CD8+CD28-T Lymphocytes from HIV-1-Infected Patients Secrete Factors That Induce Endothelial Cell Proliferation and Acquisition of Kaposi's Sarcoma Cell Features

Abstract

Kaposi's sarcoma (KS) develops more frequently in human immunodeficiency virus type 1 (HIV-1)-infected patients. In this study, we report that molecules released by CD8⁺CD28^- T lymphocytes from HIV-1-infected patients promote endothelial-cell (EC) growth and induce ECs to acquire spindle cell morphology and upregulation of intercellular adhesion molecule-1 (ICAM-1), E-selectin, and vascular endothelial cell growth factor receptor-3 (VEGFR-3) (a typical feature of the KS cell phenotype).
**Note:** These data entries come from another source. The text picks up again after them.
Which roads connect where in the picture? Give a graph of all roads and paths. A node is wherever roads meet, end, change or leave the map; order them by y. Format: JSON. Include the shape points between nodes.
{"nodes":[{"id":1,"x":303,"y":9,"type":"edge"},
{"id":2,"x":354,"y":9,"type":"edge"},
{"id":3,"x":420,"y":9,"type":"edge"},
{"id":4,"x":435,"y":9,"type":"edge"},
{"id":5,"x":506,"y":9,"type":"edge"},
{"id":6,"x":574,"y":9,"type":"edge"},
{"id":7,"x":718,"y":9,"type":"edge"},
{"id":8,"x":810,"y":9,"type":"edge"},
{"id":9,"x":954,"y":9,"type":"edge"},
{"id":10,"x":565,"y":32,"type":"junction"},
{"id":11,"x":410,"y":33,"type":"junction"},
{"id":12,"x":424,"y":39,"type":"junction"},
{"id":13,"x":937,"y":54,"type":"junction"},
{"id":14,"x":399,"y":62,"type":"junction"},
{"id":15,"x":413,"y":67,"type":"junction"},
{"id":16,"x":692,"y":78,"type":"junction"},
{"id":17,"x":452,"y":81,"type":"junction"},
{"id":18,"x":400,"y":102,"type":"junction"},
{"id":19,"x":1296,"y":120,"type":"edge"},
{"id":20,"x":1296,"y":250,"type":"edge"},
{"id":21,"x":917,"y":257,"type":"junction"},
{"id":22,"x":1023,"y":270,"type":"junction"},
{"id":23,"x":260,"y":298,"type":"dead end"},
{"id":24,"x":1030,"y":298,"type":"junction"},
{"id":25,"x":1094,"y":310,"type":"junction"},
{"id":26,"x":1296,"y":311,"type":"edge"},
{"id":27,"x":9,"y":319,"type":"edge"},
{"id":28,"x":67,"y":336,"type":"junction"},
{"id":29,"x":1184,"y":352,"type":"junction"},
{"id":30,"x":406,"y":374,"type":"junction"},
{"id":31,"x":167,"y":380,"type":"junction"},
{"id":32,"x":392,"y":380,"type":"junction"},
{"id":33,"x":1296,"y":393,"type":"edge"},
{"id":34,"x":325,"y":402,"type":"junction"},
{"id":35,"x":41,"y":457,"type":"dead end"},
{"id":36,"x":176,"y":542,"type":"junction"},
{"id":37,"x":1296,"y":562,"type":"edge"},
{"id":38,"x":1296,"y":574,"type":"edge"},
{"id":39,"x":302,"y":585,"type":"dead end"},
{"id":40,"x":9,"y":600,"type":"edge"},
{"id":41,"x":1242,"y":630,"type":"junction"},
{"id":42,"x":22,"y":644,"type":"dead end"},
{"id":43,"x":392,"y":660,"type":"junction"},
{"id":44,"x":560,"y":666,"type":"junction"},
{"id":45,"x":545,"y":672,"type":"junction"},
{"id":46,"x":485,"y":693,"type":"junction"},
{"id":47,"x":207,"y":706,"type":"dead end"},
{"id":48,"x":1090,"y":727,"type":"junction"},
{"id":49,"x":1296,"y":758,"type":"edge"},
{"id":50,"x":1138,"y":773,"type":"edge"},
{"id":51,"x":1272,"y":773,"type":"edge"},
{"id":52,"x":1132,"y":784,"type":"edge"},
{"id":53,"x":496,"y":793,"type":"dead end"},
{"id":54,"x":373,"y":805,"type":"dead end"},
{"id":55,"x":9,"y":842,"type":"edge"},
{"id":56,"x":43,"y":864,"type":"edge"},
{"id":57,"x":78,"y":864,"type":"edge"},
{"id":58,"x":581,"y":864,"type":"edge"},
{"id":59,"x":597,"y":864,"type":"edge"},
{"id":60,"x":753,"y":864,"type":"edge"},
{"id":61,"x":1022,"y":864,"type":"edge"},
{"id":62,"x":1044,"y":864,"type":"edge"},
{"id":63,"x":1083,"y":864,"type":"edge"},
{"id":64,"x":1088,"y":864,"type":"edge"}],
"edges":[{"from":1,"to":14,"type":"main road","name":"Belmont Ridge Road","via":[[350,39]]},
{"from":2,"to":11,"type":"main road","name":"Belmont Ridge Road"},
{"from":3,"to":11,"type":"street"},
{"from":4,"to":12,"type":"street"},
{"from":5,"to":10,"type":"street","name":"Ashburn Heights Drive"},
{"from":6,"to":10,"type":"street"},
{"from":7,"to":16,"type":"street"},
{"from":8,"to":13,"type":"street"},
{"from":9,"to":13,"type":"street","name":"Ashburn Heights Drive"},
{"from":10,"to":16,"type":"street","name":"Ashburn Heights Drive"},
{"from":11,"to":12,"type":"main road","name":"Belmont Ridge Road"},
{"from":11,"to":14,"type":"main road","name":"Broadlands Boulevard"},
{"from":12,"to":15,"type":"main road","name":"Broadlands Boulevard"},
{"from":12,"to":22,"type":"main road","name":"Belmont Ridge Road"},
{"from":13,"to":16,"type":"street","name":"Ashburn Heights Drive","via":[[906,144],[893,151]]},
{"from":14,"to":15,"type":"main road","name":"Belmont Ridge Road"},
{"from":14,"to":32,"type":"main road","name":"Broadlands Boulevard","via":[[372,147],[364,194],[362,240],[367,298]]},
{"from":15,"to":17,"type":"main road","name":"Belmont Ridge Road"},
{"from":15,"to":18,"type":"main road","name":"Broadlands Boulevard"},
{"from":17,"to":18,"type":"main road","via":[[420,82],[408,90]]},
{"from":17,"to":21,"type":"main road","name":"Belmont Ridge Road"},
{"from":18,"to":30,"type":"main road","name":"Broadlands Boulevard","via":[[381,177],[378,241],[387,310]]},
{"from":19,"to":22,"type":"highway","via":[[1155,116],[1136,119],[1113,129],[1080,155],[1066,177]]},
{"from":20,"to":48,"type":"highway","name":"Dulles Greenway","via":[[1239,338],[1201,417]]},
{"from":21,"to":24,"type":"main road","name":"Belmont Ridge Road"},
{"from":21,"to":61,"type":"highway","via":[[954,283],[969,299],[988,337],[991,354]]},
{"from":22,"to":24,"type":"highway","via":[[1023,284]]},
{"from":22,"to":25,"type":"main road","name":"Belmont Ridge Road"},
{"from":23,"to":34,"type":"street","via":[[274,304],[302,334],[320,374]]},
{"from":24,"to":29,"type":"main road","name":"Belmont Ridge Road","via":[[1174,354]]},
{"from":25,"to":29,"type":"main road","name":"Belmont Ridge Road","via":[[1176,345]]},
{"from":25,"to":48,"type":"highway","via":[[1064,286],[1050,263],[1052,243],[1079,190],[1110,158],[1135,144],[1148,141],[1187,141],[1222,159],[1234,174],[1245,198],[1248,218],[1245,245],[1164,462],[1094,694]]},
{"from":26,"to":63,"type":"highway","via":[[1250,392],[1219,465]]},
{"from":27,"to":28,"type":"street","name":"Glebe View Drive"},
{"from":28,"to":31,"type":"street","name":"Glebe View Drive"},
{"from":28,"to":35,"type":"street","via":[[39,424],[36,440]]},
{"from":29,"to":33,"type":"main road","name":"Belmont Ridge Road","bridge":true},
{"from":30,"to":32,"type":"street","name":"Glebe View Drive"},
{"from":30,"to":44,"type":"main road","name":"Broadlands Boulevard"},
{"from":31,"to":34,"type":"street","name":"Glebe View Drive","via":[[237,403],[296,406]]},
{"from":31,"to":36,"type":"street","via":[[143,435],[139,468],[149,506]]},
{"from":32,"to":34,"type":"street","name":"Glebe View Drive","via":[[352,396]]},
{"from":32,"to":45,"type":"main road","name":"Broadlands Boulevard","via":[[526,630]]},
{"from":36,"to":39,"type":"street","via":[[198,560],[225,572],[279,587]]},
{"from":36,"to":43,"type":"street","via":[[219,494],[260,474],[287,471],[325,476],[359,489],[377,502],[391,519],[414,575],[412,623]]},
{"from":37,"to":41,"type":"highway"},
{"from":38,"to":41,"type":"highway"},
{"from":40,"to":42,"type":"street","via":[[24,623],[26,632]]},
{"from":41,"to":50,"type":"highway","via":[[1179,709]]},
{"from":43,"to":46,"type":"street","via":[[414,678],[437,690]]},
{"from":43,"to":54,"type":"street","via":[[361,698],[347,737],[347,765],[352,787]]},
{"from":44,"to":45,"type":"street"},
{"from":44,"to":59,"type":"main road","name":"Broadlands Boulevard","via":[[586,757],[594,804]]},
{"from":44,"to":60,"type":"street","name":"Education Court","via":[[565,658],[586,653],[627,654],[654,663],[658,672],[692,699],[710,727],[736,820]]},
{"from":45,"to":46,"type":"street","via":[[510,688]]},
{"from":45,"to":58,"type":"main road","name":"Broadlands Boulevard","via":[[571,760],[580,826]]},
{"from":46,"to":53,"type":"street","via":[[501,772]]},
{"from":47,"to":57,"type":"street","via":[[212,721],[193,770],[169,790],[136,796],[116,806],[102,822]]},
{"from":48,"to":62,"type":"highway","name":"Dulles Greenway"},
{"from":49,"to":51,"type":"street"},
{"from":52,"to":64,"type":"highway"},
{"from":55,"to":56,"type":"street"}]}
The effects observed on ECs cocultured with in vivo activated CD28^- cells were partly reproduced when ECs were grown in medium containing interferon-γ (IFN-γ) and tumor necrosis factor-α (TNF-α). At concentrations similar to those found in the supernatant of in vivo activated CD28^- cells, the two proinflammatory cytokines sustained EC growth and survival only when combined. We, therefore, conclude that CD28^- T lymphocytes from HIV-1-infected patients exert their effect on ECs through a mechanism involving both IFN-γ and TNF-α. This finding may have wide implications for our basic understanding of the immunopathology of KS.